Vous pensez qu’un aspirateur robot, c’est “un rond qui tourne” ? En cette fin d’année 2025, ce cliché ne tient plus une minute. Les meilleurs modèles sont devenus des machines hybrides : aspiration sérieuse, lavage crédible, station qui s’occupe (presque) de tout… et logiciels qui font la pluie et le beau temps.
Le robot aspirateur n’est plus un gadget. C’est devenu un assistant ménager, presque un colocataire. Et les chiffres parlent d’eux-mêmes : en France, près d’un foyer sur cinq en possède déjà un, selon les dernières données de GfK. Les ventes ont bondi de 35 % entre 2022 et 2024, avec une explosion du segment haut de gamme, dominé par des modèles à plus de 1000 €.
Prenons un exemple concret : Julie, 38 ans, vit à Toulouse, deux enfants, un chat et zéro minute à perdre. Elle pensait qu’un Roomba, c’était le top. Puis elle a découvert Roborock. Puis Dreame. Puis Ecovacs. Et là, c’est le drame : qui croire ? D’autant plus que le marché bouge à une vitesse folle. Le dernier événement en date concerne, bien entendu, iRobot (Roomba) qui vient de se placer sous protection du Chapter 11 aux États-Unis, avec un plan de reprise par son industriel (Picea Robotics). Si le leader historique des robots-aspirateur a fini par sombrer, où placer sa confiance ?

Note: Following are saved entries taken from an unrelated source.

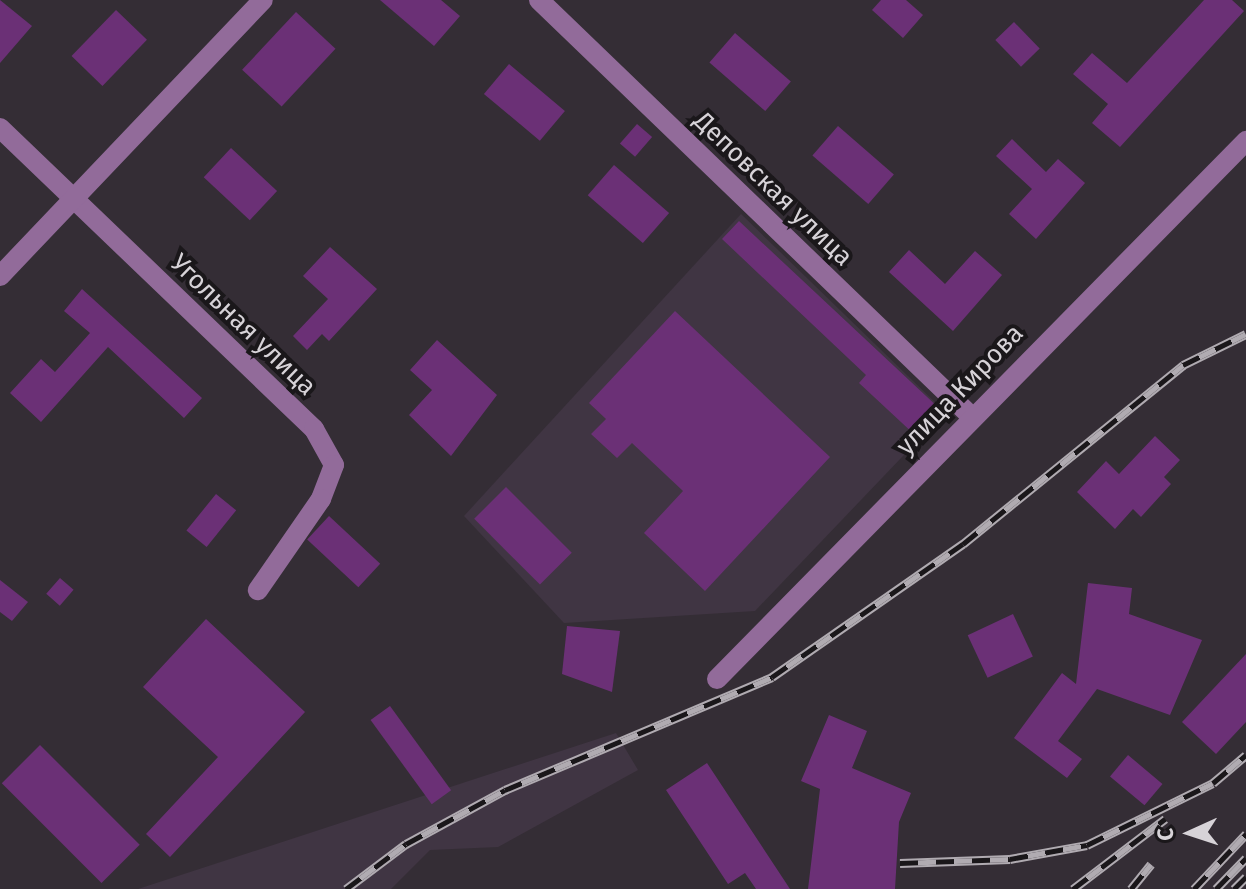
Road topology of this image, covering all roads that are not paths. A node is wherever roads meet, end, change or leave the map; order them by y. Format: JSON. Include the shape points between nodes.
{"nodes":[{"id":1,"x":263,"y":0,"type":"edge"},
{"id":2,"x":539,"y":0,"type":"edge"},
{"id":3,"x":0,"y":128,"type":"edge"},
{"id":4,"x":1246,"y":141,"type":"edge"},
{"id":5,"x":73,"y":199,"type":"junction"},
{"id":6,"x":0,"y":276,"type":"edge"},
{"id":7,"x":971,"y":416,"type":"junction"},
{"id":8,"x":258,"y":590,"type":"dead end"},
{"id":9,"x":717,"y":679,"type":"dead end"}],
"edges":[{"from":1,"to":5,"type":"street"},
{"from":2,"to":7,"type":"street","name":"Деповская улица"},
{"from":3,"to":5,"type":"street","name":"Угольная улица"},
{"from":4,"to":7,"type":"street","name":"улица Кирова"},
{"from":5,"to":6,"type":"street"},
{"from":5,"to":8,"type":"street","name":"Угольная улица","via":[[314,429],[334,465],[321,499]]},
{"from":7,"to":9,"type":"street","name":"улица Кирова"}]}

L’objectif de ce guide n’est pas de sacrer une marque “pour toujours”, mais de donner des repères simples : à quoi servent les innovations, pour qui elles ont un intérêt, et où sont les limites.
À savoir : 2025 a changé “le lavage” (et 2026 va continuer)
Si vous n’avez pas suivi, voici les deux vraies bascules récentes :
Le “roller mop” / rouleau rincé en continu : l’idée est simple. Au lieu de frotter avec deux patins qui finissent par étaler, certains robots utilisent un rouleau qui se rince pendant le nettoyage, pour garder une zone “propre” au contact du sol. Ecovacs l’a poussé sur sa famille X8 (avec rinçage continu).
La robotique “au-delà du sol plat” : meilleurs franchissements, robots plus fins grâce au LiDAR rétractable, et même… un bras mécanique chez Roborock (Saros Z70).
Ce n’est pas magique : ces nouveautés améliorent surtout les cas concrets (taches grasses, cuisines, seuils, meubles bas), mais elles peuvent aussi augmenter le prix et la complexité d’entretien.
CA (monde) : estimé à plus de 1,65 milliard $ en 2024
CA (France) : NC
Taux de retour : inférieur à 2 %
Top ventes : S8 Pro Ultra, Q Revo MaxV, S8+
Année de création : juillet 2014
Siège social : Pékin, Chine.
En quelques années, Roborock est passé de « marque chinoise inconnue » à leader mondial incontesté. Lancée en 2014 en tant que spin-off de Xiaomi, Roborock s’est rapidement affranchie de l’image de sous-marque pour s’imposer comme la référence mondiale en proposant des machines capables de cartographier, aspirer, laver et s’auto-entretenir avec une précision quasi clinique. En France, Roborock est aujourd’hui leader en ligne sur les segments premium (700 € et plus), notamment via Amazon, Boulanger et les marketplaces high-tech.
Ce qui fait la patte Roborock, c’est une accumulation de détails qui comptent au quotidien : navigation LiDAR, évitement d’obstacles assisté par caméra/IA selon les gammes, lavage de plus en plus sérieux, et surtout des stations qui gèrent la poussière, l’eau et l’entretien automatique. Tout pour plus d’autonomie, en somme !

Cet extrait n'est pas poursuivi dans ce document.